Cetraro, donna muore dopo il parto: indaga la Procura

I familiari di una 35enne di Montalto hanno presentato denuncia ai carabinieri. La vittima avrebbe avuto una forte emorragia. La parlamentare Ferro: «Provo grande rabbia»

CETRARO Una donna di 35 anni di Montalto Uffugo (Cosenza) è morta nell’ospedale di Cetraro, sulla costa tirrenica cosentina, a seguito di una complicazione seguita al parto. La donna villeggiava a Fuscaldo con la famiglia, quando si è recata in ospedale per partorire.
Secondo quanto si è appreso, subito dopo il parto naturale, andato bene, la donna avrebbe avuto una forte emorragia e poco dopo è morta.
I familiari hanno sporto denuncia ai carabinieri di Fuscaldo. Saranno le indagini, coordinate dalla Procura della Repubblica di Paola, a chiarire l’esatta dinamica dei fatti.

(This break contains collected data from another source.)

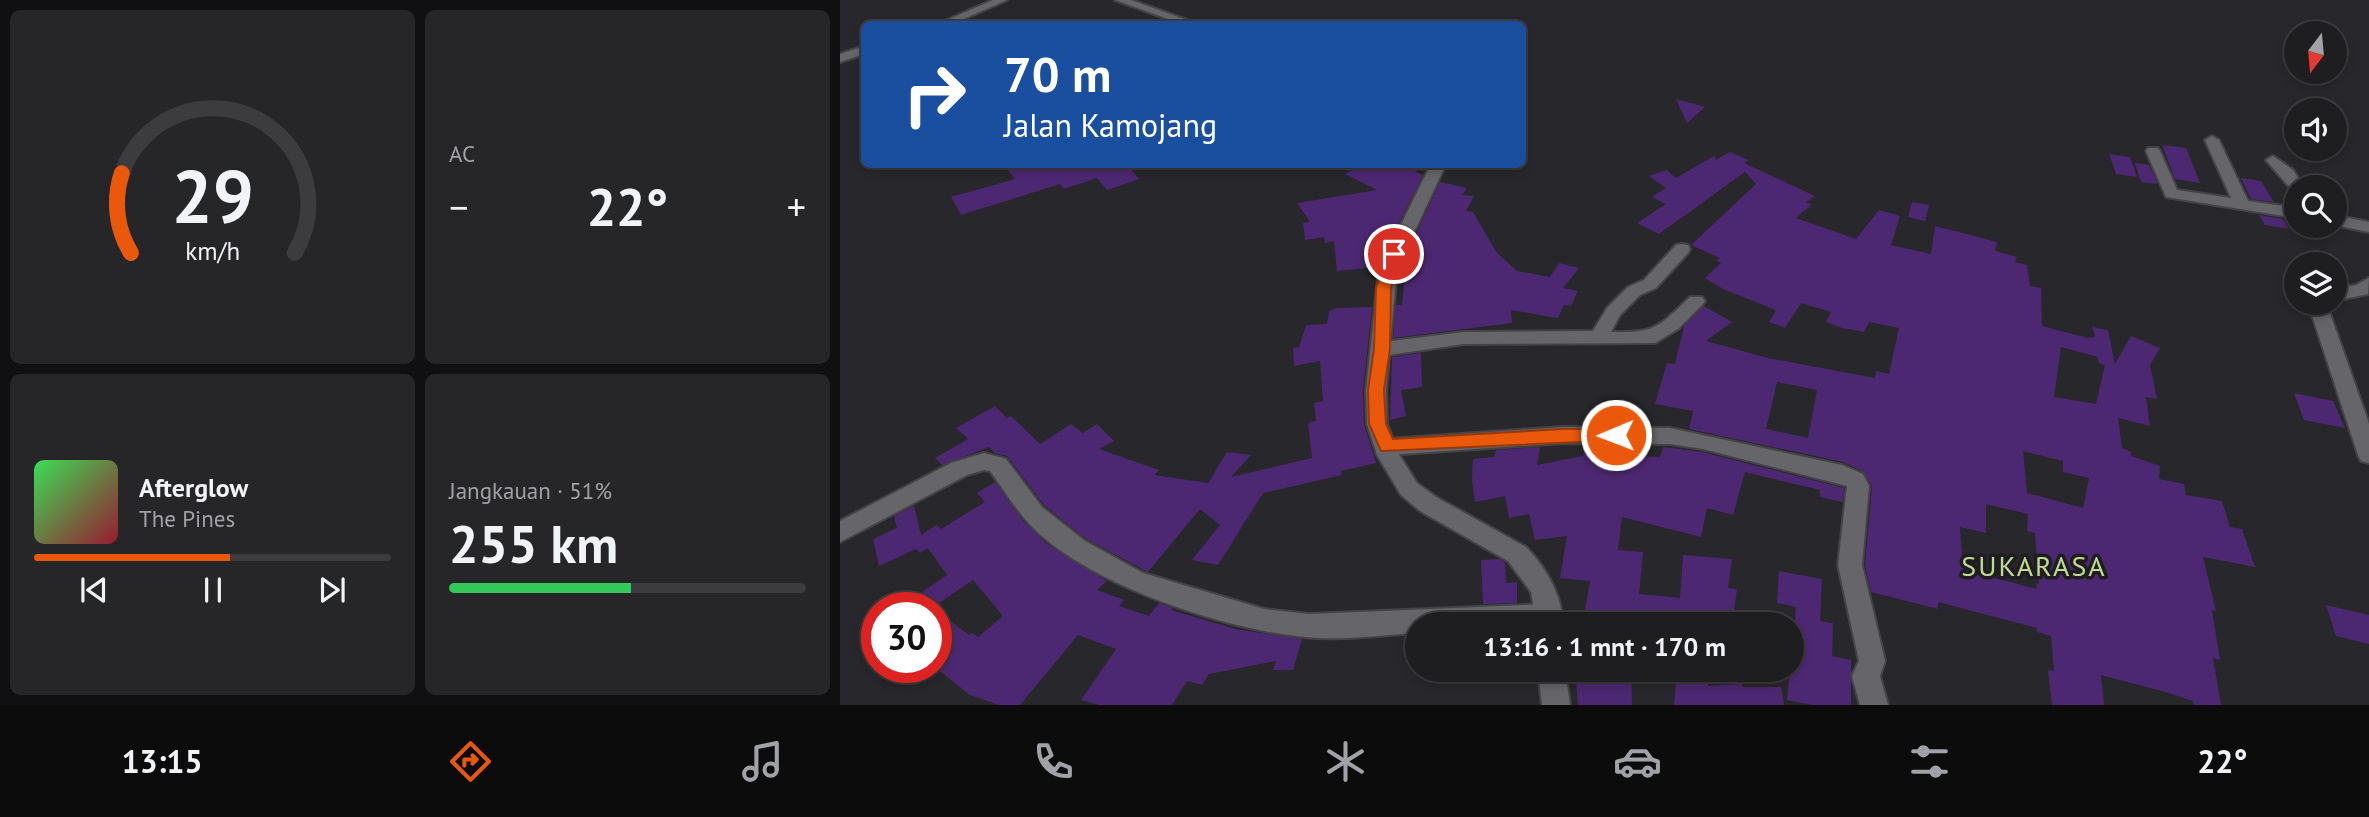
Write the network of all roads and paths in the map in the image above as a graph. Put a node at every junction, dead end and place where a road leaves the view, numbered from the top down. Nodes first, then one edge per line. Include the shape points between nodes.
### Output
1 (1002, 0) edge
2 (1120, 0) edge
3 (951, 21) edge
4 (1183, 21) edge
5 (861, 51) edge
6 (840, 58) edge
7 (2212, 140) dead end
8 (2153, 151) dead end
9 (2273, 160) dead end
10 (1437, 168) edge
11 (2289, 175) edge
12 (2241, 203) junction
13 (2284, 210) edge
14 (2347, 223) edge
15 (2369, 227) edge
16 (1682, 249) dead end
17 (2367, 288) edge
18 (2347, 292) edge
19 (1696, 300) dead end
20 (2321, 315) edge
21 (1598, 339) junction
22 (1382, 349) junction
23 (1387, 447) junction
24 (2369, 455) edge
25 (840, 532) edge
26 (1548, 612) edge
27 (1405, 624) edge
28 (1553, 682) edge
29 (1556, 705) edge
30 (1874, 705) edge

1 - 3 street
2 - 4 street
5 - 6 street
7 - 12 street
8 - 12 street via 2171,194
9 - 11 street
10 - 22 street via 1388,269
12 - 13 street
14 - 15 street
16 - 21 street via 1650,284 1634,291 1613,312
17 - 18 street
19 - 21 street via 1657,336 1634,341
20 - 24 street
21 - 22 street via 1464,338
22 - 23 street via 1377,424
23 - 26 street via 1409,489 1517,554 1538,579
23 - 30 street via 1563,435 1679,437 1855,480 1850,559 1872,661 1866,676
25 - 27 street via 959,469 984,461 998,466 1034,514 1077,548 1136,582 1264,621 1308,626
28 - 29 street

La donna era già madre di un altro bimbo di tre anni.
LA FERRO: «UNA GRANDE RABBIA» Sul caso è intervenuta il deputato di Fratelli d’Italia Wanda Ferro, che l’ha definita «una vicenda agghiacciante, che deve costringere i decisori politici, ad ogni livello, ad interrogarsi sulle condizioni della sanità in Calabria. Non ci sono ancora elementi per dire se la tragica morte della neo-mamma potesse essere evitata, questo lo accerterà la magistratura. Sono certa che i medici e i sanitari dell’ospedale di Cetraro hanno lottato con ogni forza e con ogni mezzo a propria disposizione per strappare questa donna ad un terribile destino. Non possiamo però non chiederci – – ha aggiuntola Ferro – se la presenza di un chirurgo, se la disponibilità di un centro trasfusionale, avrebbe potuto portare ad un esito diverso. Infatti, secondo quanto riporta la stampa, nell’ospedale di Cetraro, dove nascono in media quasi due bambini al giorno, non è più possibile operare in regime di emergenza-urgenza, visto che il polo chirurgico è stato concentrato nell’ospedale di Paola insieme al centro trasfusionale». Secondo la Ferro «di fronte ad una giovane vita spezzata, di fronte ad una famiglia dilaniata dal dolore quando avrebbe dovuto vivere il suo momento più felice, non ci sono motivazioni economiche che possano reggere. Da donna – ha sostenuto il deputato di FdI — esprimo la mia solidarietà a questa famiglia, ad un padre distrutto dal dolore, ad un bimbo che crescerà senza la propria mamma. Da calabrese non riesco a nascondere la rabbia per un destino che ci viene imposto da chi considera la vita dei nostri concittadini come un numero su un foglio di calcolo, in qualche caso utile per le statistiche, il più delle volte solo una voce di costo. I calabresi hanno diritto ad una sanità che metta al centro la persona ed il diritto alla vita. Interrogherò il ministro della Salute Giulia Grillo su quanto avvenuto a Cetraro, perché la sanità calabrese merita strutture dignitose, idonee a dare la migliore assistenza possibile ai pazienti. Non è possibile – ha concluso Wanda Ferro – che in Calabria si possa morire di parto in ospedale senza che ci siano a disposizione tutti gli strumenti idonei ad intervenire».